Moser et al. (2020) investigated the ability of small refuges to improve retention and upstream passage of adult Pacific lamprey Entosphenus tridentatus. The refuges were small aluminum boxes (with cobble substrate inside) placed within a channel adjacent to a conventional fishway designed to pass Pacific salmonids. Most refuge users stayed in place for more than 12 hr and were frequently individuals that had advanced maturation. Low-velocity, dark refuges hold promise for improving fish retention in fishways, particularly for small-bodied or nocturnal species.

While much fish passage research is aimed at upstream passage,Castro-Santos et al. (2020) examined effects of plunge pool design on injury and survival of downstream migrating juvenile blueback herring Alosa aestivalis, which are susceptible to greater mortality than salmonids when subjected to conditions typically found in plunge pools. The results of their laboratory study demonstrated that existing plunge pool designs may offer less than optimal protection for downstream migrating clupeids and that mortalities resulting from poor passage conditions could occur over extended periods of time.

A bi-national collaboration between Canada and the United States focused on the protection of downstream migrating American Eel Anguilla rostrata through hydropower dams in the St.

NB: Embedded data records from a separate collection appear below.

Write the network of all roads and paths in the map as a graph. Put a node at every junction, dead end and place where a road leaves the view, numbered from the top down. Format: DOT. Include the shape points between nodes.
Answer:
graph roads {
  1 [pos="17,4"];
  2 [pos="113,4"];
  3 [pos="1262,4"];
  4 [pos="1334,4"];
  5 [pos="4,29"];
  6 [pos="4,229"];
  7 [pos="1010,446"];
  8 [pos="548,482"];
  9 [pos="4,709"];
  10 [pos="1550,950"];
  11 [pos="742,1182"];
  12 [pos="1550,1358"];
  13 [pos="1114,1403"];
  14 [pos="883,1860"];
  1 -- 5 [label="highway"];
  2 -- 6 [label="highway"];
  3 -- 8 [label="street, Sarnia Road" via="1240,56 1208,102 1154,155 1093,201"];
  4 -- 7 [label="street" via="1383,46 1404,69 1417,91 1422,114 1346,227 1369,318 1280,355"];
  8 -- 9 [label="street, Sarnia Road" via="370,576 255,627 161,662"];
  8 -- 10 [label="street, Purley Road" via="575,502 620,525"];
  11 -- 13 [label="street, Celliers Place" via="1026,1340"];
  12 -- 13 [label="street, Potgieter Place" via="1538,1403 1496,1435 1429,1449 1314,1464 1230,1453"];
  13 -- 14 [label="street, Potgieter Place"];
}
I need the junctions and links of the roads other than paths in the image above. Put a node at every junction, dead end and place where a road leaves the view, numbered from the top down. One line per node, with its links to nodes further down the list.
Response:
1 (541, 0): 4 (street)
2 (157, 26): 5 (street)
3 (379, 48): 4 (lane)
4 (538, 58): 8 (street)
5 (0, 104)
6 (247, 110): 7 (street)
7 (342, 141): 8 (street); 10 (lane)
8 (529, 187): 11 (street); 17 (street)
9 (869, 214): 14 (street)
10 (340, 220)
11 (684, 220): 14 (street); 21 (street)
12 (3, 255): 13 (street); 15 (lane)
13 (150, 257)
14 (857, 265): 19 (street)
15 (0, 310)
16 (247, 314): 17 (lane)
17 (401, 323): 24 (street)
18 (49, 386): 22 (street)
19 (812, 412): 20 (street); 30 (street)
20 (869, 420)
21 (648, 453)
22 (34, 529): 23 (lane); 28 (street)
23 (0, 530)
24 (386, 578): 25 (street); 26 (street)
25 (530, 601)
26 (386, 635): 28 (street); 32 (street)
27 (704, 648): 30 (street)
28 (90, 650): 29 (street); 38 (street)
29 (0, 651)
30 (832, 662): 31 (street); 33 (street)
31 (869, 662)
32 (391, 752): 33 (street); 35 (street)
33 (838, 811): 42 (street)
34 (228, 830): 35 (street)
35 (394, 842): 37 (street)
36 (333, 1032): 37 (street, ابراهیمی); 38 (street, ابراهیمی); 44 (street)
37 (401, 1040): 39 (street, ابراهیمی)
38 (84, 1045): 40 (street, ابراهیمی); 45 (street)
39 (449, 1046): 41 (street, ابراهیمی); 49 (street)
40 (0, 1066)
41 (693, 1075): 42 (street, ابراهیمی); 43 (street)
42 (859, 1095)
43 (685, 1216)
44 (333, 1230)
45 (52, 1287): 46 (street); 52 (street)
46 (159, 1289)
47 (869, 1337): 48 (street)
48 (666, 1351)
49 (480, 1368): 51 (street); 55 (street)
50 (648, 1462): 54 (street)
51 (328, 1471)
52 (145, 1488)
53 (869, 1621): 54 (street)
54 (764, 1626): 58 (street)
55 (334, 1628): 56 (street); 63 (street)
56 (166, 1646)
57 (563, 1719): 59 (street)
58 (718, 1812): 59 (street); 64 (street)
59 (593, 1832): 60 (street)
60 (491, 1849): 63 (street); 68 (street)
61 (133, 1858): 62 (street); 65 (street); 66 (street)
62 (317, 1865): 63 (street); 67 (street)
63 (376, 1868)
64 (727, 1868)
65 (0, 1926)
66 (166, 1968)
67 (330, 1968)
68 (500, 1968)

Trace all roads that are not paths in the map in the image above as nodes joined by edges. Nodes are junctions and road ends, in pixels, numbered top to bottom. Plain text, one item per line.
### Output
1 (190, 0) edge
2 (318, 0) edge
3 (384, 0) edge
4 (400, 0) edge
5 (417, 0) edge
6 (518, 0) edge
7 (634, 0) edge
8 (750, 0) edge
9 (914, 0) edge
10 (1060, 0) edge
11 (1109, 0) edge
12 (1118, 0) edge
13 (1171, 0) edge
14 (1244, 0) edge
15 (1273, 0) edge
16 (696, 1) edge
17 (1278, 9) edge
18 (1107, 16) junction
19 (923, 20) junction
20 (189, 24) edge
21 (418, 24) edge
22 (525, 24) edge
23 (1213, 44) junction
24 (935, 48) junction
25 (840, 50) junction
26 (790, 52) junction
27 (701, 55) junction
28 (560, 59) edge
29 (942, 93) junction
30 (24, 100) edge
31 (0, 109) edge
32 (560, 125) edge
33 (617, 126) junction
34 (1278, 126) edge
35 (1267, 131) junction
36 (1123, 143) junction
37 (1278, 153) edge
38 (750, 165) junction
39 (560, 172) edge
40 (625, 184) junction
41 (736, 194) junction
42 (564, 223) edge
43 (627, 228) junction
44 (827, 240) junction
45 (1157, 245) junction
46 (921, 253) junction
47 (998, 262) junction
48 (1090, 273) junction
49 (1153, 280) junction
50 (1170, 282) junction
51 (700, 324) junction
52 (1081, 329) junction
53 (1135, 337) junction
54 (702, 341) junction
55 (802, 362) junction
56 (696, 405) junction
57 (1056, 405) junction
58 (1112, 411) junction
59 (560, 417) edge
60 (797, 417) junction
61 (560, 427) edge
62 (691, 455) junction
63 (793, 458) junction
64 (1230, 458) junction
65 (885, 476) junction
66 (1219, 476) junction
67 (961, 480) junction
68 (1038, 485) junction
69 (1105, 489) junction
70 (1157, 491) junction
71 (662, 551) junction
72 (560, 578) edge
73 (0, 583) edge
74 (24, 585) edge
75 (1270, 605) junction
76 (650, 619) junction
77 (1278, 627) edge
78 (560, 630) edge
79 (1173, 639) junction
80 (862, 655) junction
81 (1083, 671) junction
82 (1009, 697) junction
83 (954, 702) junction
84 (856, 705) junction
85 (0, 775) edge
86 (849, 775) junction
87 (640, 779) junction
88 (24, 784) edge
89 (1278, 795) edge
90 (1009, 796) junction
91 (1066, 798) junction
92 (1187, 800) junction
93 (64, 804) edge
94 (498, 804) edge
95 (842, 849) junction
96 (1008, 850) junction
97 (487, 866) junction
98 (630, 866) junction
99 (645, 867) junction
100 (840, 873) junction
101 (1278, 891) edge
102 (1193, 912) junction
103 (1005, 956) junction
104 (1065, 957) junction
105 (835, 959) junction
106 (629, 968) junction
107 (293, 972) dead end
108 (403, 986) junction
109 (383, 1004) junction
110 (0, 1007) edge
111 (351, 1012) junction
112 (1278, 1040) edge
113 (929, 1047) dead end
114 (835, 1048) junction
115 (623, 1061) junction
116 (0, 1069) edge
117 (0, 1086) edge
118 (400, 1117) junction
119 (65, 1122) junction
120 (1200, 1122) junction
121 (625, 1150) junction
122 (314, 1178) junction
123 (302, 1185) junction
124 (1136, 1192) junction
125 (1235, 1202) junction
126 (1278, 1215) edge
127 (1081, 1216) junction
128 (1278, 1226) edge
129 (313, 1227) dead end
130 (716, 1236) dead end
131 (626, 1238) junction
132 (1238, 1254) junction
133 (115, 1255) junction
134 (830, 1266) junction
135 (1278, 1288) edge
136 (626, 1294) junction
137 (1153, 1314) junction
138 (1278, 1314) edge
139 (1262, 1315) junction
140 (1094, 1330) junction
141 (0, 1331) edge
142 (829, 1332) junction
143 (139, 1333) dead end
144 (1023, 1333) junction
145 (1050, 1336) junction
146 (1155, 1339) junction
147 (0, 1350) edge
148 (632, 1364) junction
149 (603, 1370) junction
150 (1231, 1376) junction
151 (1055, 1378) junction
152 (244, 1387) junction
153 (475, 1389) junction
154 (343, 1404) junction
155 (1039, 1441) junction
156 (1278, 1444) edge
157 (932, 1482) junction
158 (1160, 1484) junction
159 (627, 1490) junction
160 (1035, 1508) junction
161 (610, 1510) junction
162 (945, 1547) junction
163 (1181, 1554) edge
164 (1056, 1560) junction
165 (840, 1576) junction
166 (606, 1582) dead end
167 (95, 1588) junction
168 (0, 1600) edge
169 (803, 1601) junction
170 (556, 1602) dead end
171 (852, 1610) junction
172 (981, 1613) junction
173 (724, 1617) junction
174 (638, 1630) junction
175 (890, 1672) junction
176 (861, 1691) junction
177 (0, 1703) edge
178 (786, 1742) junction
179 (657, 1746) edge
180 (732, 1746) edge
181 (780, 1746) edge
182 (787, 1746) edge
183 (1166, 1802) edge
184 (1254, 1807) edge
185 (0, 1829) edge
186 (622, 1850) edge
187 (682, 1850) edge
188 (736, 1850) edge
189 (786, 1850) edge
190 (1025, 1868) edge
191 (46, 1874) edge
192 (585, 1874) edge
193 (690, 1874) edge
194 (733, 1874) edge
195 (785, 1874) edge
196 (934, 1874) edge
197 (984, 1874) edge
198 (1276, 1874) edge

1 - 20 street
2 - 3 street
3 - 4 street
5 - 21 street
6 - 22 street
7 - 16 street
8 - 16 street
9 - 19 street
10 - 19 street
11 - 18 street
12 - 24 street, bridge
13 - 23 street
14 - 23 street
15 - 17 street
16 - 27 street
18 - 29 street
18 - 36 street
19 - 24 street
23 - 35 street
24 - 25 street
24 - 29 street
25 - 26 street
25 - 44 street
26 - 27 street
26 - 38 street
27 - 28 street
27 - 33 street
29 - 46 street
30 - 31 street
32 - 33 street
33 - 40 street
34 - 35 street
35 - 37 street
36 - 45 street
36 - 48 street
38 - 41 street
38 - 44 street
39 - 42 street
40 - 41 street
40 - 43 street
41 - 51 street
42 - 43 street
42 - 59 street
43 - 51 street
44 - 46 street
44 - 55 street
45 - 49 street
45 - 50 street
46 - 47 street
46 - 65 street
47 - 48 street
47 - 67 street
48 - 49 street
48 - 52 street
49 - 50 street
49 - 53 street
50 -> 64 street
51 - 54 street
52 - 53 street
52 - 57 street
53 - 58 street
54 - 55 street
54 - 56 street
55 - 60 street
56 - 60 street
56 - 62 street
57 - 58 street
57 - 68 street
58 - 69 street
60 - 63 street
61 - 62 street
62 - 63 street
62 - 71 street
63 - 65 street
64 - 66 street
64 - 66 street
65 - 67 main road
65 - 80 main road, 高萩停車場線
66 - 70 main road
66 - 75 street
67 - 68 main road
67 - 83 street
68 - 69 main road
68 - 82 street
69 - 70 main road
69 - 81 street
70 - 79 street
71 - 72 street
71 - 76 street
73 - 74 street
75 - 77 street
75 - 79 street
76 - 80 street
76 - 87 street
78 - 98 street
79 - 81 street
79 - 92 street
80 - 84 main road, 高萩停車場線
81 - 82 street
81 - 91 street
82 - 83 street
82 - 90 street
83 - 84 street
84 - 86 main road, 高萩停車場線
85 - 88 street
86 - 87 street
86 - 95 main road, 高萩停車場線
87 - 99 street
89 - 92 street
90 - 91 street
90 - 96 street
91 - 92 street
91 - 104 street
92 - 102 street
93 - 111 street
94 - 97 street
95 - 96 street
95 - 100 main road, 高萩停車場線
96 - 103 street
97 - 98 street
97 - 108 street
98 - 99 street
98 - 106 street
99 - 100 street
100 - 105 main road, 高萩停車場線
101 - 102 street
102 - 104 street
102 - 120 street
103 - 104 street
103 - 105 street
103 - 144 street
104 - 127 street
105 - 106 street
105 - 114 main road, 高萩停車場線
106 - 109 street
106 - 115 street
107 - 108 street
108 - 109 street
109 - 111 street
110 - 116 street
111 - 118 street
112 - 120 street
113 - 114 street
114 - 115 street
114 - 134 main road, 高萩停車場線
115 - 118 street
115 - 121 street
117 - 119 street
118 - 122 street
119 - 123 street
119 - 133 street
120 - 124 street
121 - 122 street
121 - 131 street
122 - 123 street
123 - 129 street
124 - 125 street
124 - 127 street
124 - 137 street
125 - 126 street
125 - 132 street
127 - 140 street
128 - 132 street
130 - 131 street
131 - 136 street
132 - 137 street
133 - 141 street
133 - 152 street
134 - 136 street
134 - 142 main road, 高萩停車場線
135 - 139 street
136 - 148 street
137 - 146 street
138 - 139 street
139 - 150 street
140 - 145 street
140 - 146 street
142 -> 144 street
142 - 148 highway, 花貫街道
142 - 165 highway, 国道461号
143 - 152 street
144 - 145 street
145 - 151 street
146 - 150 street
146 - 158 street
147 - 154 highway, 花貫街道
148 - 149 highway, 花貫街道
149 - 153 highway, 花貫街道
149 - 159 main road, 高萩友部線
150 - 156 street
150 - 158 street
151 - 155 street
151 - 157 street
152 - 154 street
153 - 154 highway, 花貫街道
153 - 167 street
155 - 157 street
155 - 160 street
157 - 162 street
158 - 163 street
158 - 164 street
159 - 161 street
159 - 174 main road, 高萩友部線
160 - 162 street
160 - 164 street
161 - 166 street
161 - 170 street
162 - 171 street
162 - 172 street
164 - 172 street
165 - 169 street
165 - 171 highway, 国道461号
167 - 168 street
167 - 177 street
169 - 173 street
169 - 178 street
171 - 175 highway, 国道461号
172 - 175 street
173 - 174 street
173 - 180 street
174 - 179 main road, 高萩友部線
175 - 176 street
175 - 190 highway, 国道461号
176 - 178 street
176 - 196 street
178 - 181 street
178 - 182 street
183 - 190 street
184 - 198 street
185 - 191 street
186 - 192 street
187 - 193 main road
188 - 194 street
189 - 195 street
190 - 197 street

Lawrence River(Pratt et al., 2021). Through laboratory evaluations of electricity, flow,sound, and electromagnetic fields to guide downstream eel movement,researchers found only low frequency sound has any promise for silver-stage eel guidance. Additional field work led to the development of sonar identification of downstream migrating eels using a machine learning platform. The lessons learned from this research will help inform the development of future guidance tools for downstream silver-stage eel passage.

Finally, Baumgartner et al. (2020) outlined the development of a fish passage program for the Lower Mekong River, a region facing increased irrigation infrastructure development that impairs fish passage. The case study highlights the need for local community engagement and fish passage solutions set in the context of local ecology. The fish passage program resulted in construction of 14 and planning of up to 26 fishways in Lao People’s Democratic Republic, with many using designs similar to those evaluated by Stuart and Marsden (2020). Overall, the case study summarizes the pivotal elements to local knowledge development and transfer as well as challenges in international research.

We thank the contributors to this special topic for the interesting case studies from around the world. The studies published in this special issue illustrate the unique nature of localized fish passage solutions. We hope that this special topic can inspire future developments for bi-directional fish passage solutions for whole fish communities.